Solving puzzle problems is rightly of little interest in education, but it struck me that this result might have educational implications. We did not inform our participants of the alternation rule because we wanted to study problem solving. Had we informed them of the rule, it would have taken a few seconds and they obviously could have effortlessly solved any length problem presented to them. Based on the results of these experiments, I realised if failure to learn a basic characteristic of the problems being solved is a possible consequence of problem solving compared to being explicitly told the rule, why use problem solving as a learning device in educational contexts? Why not reduce learning times by explicitly instructing students? Over 40 years later, I still seem to be periodically fighting this battle for direct instruction rather than asking students to engage in problem solving (Chen et al., 2023; Zhang et al., 2022). In the meantime, there were other issues to consider, the most important of which was what are the characteristics of human cognitive architecture that led to our experimental results?

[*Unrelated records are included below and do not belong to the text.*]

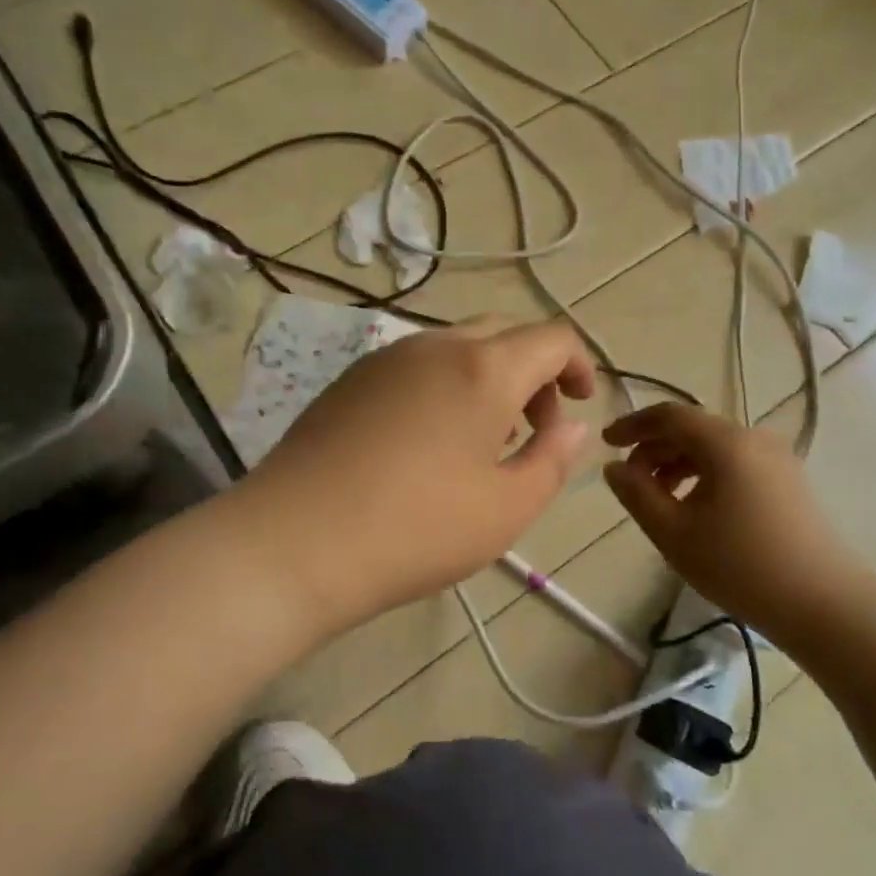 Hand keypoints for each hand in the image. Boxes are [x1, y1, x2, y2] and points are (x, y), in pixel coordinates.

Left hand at [246, 318, 596, 630]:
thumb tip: (571, 427)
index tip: (581, 404)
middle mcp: (435, 346)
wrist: (295, 542)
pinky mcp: (350, 379)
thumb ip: (551, 459)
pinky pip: (416, 366)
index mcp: (483, 368)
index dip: (579, 365)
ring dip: (488, 379)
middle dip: (534, 372)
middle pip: (503, 334)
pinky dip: (446, 386)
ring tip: (484, 440)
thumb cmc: (416, 529)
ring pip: (457, 347)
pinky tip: (430, 441)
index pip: (551, 338)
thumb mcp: (506, 508)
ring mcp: (385, 358)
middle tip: (534, 427)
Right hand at [602, 403, 875, 637]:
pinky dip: (705, 474)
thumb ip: (636, 494)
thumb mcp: (673, 532)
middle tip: (629, 480)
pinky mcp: (789, 481)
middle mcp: (754, 438)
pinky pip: (735, 463)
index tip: (606, 443)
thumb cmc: (740, 566)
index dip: (633, 425)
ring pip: (714, 447)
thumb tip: (614, 467)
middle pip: (693, 429)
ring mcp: (777, 459)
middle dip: (654, 448)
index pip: (669, 415)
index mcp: (726, 442)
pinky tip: (694, 507)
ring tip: (658, 498)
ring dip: (678, 463)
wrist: (824, 604)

Some Aspects of Human Cognitive Architecture

The modal model of aspects of human cognitive architecture introduced by Atkinson and Shiffrin (1968) was well established by the 1980s. It included sensory, working, and long-term memories. From an educational perspective, working and long-term memories are particularly critical and as can be seen above, remain central to cognitive load theory. Working memory is used to process information when engaging in activities such as problem solving. In contrast, long-term memory is used to store information for subsequent use. The relations between working and long-term memories could potentially explain the results of the Sweller et al. (1982) problem-solving experiments.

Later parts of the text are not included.